Candid photos above by Paul Roques, Hart High 1973.
February 1984 — The Old Orchard Shopping Center in Valencia is the primary filming location for ZZ Top's 1984 music video, "Legs." Among the stores featured are Kinney Shoes (as "Yolanda's Shoe Salon"), Isadora's discount clothing store[1] and Country Girl Fashions (dressing room scenes)[2].

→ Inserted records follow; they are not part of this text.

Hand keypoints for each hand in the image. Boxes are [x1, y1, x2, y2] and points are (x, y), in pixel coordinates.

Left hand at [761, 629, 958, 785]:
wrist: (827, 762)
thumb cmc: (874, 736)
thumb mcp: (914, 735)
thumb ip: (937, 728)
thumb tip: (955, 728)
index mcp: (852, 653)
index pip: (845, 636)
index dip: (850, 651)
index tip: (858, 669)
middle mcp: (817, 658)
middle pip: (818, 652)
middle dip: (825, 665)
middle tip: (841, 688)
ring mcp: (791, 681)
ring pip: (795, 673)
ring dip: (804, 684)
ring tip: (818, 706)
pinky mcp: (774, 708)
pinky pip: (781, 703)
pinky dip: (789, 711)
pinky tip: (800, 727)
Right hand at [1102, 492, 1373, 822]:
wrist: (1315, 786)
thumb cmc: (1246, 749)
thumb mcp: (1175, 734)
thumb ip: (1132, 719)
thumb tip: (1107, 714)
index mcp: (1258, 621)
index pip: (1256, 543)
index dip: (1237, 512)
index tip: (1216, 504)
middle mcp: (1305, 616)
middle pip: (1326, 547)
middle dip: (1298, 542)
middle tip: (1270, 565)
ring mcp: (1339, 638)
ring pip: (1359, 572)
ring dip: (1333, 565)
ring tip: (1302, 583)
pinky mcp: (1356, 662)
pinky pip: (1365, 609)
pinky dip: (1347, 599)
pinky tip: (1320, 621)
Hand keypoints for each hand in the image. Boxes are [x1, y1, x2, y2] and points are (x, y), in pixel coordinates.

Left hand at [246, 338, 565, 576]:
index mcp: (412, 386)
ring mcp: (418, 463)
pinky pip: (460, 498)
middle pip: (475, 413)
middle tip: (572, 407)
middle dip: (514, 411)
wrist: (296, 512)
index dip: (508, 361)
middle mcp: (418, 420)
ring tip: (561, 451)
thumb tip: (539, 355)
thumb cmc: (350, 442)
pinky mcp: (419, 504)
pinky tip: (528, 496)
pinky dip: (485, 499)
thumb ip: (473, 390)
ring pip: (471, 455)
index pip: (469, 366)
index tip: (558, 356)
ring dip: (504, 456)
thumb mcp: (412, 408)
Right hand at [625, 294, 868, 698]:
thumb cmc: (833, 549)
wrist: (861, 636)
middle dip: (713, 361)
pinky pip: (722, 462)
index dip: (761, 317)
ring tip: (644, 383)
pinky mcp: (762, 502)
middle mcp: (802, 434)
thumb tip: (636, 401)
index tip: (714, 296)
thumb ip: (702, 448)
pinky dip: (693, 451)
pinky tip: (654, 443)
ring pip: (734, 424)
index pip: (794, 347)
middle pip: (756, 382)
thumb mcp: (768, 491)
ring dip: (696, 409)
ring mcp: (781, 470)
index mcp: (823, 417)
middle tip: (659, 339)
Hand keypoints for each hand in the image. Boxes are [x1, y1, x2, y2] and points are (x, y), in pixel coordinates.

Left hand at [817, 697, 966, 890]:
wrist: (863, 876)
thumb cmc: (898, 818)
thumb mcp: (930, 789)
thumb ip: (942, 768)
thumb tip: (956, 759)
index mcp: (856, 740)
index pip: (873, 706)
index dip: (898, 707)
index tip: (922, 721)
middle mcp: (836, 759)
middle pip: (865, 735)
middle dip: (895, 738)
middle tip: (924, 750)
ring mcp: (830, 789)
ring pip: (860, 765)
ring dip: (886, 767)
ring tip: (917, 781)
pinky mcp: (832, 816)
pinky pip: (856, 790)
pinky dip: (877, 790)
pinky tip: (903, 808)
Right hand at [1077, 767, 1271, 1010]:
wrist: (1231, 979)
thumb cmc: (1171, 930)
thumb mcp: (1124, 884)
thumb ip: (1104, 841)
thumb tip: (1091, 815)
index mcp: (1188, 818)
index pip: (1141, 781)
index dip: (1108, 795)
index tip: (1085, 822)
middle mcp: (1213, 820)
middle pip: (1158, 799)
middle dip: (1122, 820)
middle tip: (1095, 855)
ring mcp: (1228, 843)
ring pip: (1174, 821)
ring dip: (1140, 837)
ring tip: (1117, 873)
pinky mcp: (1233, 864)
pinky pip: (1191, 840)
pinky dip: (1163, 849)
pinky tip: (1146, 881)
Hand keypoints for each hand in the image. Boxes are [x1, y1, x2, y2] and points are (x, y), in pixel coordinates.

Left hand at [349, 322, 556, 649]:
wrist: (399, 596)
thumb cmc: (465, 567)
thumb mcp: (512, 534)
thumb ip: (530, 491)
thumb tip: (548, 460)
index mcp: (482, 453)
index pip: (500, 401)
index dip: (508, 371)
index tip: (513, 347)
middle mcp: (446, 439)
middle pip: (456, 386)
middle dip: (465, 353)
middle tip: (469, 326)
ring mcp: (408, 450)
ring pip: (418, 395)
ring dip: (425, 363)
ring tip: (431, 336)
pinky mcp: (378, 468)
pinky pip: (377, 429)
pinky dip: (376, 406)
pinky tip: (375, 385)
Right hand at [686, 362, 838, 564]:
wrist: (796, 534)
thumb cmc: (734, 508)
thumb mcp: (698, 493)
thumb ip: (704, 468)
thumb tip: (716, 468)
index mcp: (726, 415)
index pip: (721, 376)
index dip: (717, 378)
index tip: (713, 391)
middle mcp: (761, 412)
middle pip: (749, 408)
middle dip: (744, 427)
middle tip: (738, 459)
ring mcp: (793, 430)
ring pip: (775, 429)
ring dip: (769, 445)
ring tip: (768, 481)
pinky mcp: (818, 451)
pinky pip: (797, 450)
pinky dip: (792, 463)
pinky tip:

Directed by Tim Newman, "Legs" was the third and final music video from the band's 1983 album, "Eliminator," the others being "Gimme All Your Lovin'" and "Sharp Dressed Man." The series introduced the iconic "Eliminator" car — a fire-engine red 1933 Ford three-window coupe — as well as the Eliminator girls: Danièle Arnaud, Kymberly Herrin and Jeana Tomasino (who later married baseball's Matt Keough to become Jeana Ellen Keough). The "Legs" video introduced the furry, spinning guitars.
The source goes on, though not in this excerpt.